§ What is required:
Repeat the data below word for word.

===== Material to process

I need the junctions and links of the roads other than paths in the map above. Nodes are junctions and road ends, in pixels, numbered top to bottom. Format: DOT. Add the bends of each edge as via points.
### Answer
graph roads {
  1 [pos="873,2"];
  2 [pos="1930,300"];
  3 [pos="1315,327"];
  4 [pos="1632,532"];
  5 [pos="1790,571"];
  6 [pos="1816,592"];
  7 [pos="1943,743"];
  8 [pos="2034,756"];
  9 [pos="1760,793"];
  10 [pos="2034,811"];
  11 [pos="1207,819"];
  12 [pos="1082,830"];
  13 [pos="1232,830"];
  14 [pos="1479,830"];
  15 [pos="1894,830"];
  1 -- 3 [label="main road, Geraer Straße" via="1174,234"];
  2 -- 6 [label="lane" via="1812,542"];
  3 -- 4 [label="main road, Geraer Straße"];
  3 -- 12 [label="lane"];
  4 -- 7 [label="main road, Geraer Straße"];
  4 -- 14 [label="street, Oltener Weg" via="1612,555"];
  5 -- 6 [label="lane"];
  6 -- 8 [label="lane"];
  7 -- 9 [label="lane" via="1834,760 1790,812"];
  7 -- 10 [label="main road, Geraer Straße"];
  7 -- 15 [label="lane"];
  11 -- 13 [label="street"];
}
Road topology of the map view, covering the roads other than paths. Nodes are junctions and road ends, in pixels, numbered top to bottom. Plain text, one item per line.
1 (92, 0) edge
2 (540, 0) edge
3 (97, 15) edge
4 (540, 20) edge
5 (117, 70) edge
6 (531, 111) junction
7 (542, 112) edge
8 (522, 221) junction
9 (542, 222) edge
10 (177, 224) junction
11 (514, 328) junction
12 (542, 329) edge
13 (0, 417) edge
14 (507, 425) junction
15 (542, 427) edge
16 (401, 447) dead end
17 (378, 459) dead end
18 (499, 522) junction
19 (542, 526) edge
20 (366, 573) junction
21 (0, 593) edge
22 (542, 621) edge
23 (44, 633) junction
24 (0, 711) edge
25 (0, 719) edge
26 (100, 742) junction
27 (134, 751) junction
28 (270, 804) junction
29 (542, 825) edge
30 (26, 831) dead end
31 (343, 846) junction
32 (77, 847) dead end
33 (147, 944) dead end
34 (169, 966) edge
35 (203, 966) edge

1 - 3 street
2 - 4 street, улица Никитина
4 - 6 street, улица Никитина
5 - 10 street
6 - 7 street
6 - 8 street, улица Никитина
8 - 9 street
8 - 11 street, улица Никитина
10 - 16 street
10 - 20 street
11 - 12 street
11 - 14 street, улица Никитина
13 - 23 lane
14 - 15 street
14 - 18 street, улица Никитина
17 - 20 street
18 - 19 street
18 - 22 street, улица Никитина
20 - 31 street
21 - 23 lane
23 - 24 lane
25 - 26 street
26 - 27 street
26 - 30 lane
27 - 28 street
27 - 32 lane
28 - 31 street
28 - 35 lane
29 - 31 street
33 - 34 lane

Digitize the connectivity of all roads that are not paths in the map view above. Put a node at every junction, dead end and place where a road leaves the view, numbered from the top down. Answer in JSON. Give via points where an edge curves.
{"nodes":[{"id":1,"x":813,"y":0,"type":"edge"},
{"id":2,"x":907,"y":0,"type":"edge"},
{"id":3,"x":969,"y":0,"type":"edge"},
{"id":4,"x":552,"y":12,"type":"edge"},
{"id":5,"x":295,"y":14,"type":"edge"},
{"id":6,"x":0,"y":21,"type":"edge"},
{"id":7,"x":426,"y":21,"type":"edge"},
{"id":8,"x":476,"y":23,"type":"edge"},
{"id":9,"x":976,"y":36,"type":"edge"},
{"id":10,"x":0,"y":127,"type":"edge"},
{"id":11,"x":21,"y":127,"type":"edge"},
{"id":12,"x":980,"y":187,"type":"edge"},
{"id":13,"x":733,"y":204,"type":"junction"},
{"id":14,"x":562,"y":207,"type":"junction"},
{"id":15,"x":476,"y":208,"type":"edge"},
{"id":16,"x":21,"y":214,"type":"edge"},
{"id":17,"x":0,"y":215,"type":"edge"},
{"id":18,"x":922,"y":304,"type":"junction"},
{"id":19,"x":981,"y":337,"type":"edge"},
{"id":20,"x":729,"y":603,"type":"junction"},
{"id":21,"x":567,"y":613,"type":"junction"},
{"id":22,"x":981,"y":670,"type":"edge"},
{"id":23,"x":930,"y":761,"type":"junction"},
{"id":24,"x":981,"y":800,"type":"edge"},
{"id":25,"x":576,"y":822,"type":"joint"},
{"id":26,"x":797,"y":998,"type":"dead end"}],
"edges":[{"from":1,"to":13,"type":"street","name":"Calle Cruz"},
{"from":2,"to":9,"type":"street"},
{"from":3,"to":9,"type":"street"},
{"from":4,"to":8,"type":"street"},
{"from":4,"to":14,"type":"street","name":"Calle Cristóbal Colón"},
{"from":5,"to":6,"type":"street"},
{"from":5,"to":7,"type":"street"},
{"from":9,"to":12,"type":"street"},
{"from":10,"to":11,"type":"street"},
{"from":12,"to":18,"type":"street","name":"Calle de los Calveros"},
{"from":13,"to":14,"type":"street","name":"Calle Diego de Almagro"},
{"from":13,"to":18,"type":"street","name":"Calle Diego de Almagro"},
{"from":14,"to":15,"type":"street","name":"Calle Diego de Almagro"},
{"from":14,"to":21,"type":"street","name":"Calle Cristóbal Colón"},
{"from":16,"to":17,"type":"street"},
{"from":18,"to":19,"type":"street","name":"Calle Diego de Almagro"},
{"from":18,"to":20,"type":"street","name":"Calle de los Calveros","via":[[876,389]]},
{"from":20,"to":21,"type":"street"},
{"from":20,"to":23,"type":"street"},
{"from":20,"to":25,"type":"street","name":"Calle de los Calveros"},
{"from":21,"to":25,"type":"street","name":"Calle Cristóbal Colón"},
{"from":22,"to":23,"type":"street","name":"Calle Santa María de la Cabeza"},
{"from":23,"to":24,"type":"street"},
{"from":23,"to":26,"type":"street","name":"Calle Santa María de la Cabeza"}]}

==========

§ Your response:
I need the junctions and links of the roads other than paths in the map above. Nodes are junctions and road ends, in pixels, numbered top to bottom. Format: DOT. Add the bends of each edge as via points.
### Answer
graph roads {
  1 [pos="873,2"];
  2 [pos="1930,300"];
  3 [pos="1315,327"];
  4 [pos="1632,532"];
  5 [pos="1790,571"];
  6 [pos="1816,592"];
  7 [pos="1943,743"];
  8 [pos="2034,756"];
  9 [pos="1760,793"];
  10 [pos="2034,811"];
  11 [pos="1207,819"];
  12 [pos="1082,830"];
  13 [pos="1232,830"];
  14 [pos="1479,830"];
  15 [pos="1894,830"];
  1 -- 3 [label="main road, Geraer Straße" via="1174,234"];
  2 -- 6 [label="lane" via="1812,542"];
  3 -- 4 [label="main road, Geraer Straße"];
  3 -- 12 [label="lane"];
  4 -- 7 [label="main road, Geraer Straße"];
  4 -- 14 [label="street, Oltener Weg" via="1612,555"];
  5 -- 6 [label="lane"];
  6 -- 8 [label="lane"];
  7 -- 9 [label="lane" via="1834,760 1790,812"];
  7 -- 10 [label="main road, Geraer Straße"];
  7 -- 15 [label="lane"];
  11 -- 13 [label="street"];
}
Road topology of the map view, covering the roads other than paths. Nodes are junctions and road ends, in pixels, numbered top to bottom. Plain text, one item per line.
1 (92, 0) edge
2 (540, 0) edge
3 (97, 15) edge
4 (540, 20) edge
5 (117, 70) edge
6 (531, 111) junction
7 (542, 112) edge
8 (522, 221) junction
9 (542, 222) edge
10 (177, 224) junction
11 (514, 328) junction
12 (542, 329) edge
13 (0, 417) edge
14 (507, 425) junction
15 (542, 427) edge
16 (401, 447) dead end
17 (378, 459) dead end
18 (499, 522) junction
19 (542, 526) edge
20 (366, 573) junction
21 (0, 593) edge
22 (542, 621) edge
23 (44, 633) junction
24 (0, 711) edge
25 (0, 719) edge
26 (100, 742) junction
27 (134, 751) junction
28 (270, 804) junction
29 (542, 825) edge
30 (26, 831) dead end
31 (343, 846) junction
32 (77, 847) dead end
33 (147, 944) dead end
34 (169, 966) edge
35 (203, 966) edge

1 - 3 street
2 - 4 street, улица Никитина
4 - 6 street, улица Никитина
5 - 10 street
6 - 7 street
6 - 8 street, улица Никитина
8 - 9 street
8 - 11 street, улица Никитина
10 - 16 street
10 - 20 street
11 - 12 street
11 - 14 street, улица Никитина
13 - 23 lane
14 - 15 street
14 - 18 street, улица Никитина
17 - 20 street
18 - 19 street
18 - 22 street, улица Никитина
20 - 31 street
21 - 23 lane
23 - 24 lane
25 - 26 street
26 - 27 street
26 - 30 lane
27 - 28 street
27 - 32 lane
28 - 31 street
28 - 35 lane
29 - 31 street
33 - 34 lane

Digitize the connectivity of all roads that are not paths in the map view above. Put a node at every junction, dead end and place where a road leaves the view, numbered from the top down. Answer in JSON. Give via points where an edge curves.
{"nodes":[{"id":1,"x":813,"y":0,"type":"edge"},
{"id":2,"x":907,"y":0,"type":"edge"},
{"id":3,"x":969,"y":0,"type":"edge"},
{"id":4,"x":552,"y":12,"type":"edge"},
{"id":5,"x":295,"y":14,"type":"edge"},
{"id":6,"x":0,"y":21,"type":"edge"},
{"id":7,"x":426,"y":21,"type":"edge"},
{"id":8,"x":476,"y":23,"type":"edge"},
{"id":9,"x":976,"y":36,"type":"edge"},
{"id":10,"x":0,"y":127,"type":"edge"},
{"id":11,"x":21,"y":127,"type":"edge"},
{"id":12,"x":980,"y":187,"type":"edge"},
{"id":13,"x":733,"y":204,"type":"junction"},
{"id":14,"x":562,"y":207,"type":"junction"},
{"id":15,"x":476,"y":208,"type":"edge"},
{"id":16,"x":21,"y":214,"type":"edge"},
{"id":17,"x":0,"y":215,"type":"edge"},
{"id":18,"x":922,"y":304,"type":"junction"},
{"id":19,"x":981,"y":337,"type":"edge"},
{"id":20,"x":729,"y":603,"type":"junction"},
{"id":21,"x":567,"y":613,"type":"junction"},
{"id":22,"x":981,"y":670,"type":"edge"},
{"id":23,"x":930,"y":761,"type":"junction"},
{"id":24,"x":981,"y":800,"type":"edge"},
{"id":25,"x":576,"y":822,"type":"joint"},
{"id":26,"x":797,"y":998,"type":"dead end"}],
"edges":[{"from":1,"to":13,"type":"street","name":"Calle Cruz"},
{"from":2,"to":9,"type":"street"},
{"from":3,"to":9,"type":"street"},
{"from":4,"to":8,"type":"street"},
{"from":4,"to":14,"type":"street","name":"Calle Cristóbal Colón"},
{"from":5,"to":6,"type":"street"},
{"from":5,"to":7,"type":"street"},
{"from":9,"to":12,"type":"street"},
{"from":10,"to":11,"type":"street"},
{"from":12,"to":18,"type":"street","name":"Calle de los Calveros"},
{"from":13,"to":14,"type":"street","name":"Calle Diego de Almagro"},
{"from":13,"to":18,"type":"street","name":"Calle Diego de Almagro"},
{"from":14,"to":15,"type":"street","name":"Calle Diego de Almagro"},
{"from":14,"to":21,"type":"street","name":"Calle Cristóbal Colón"},
{"from":16,"to":17,"type":"street"},
{"from":18,"to":19,"type":"street","name":"Calle Diego de Almagro"},
{"from":18,"to":20,"type":"street","name":"Calle de los Calveros","via":[[876,389]]},
{"from":20,"to":21,"type":"street"},
{"from":20,"to":23,"type":"street"},
{"from":20,"to":25,"type":"street","name":"Calle de los Calveros"},
{"from":21,"to":25,"type":"street","name":"Calle Cristóbal Colón"},
{"from":22,"to":23,"type":"street","name":"Calle Santa María de la Cabeza"},
{"from":23,"to":24,"type":"street"},
{"from":23,"to":26,"type":"street","name":"Calle Santa María de la Cabeza"}]}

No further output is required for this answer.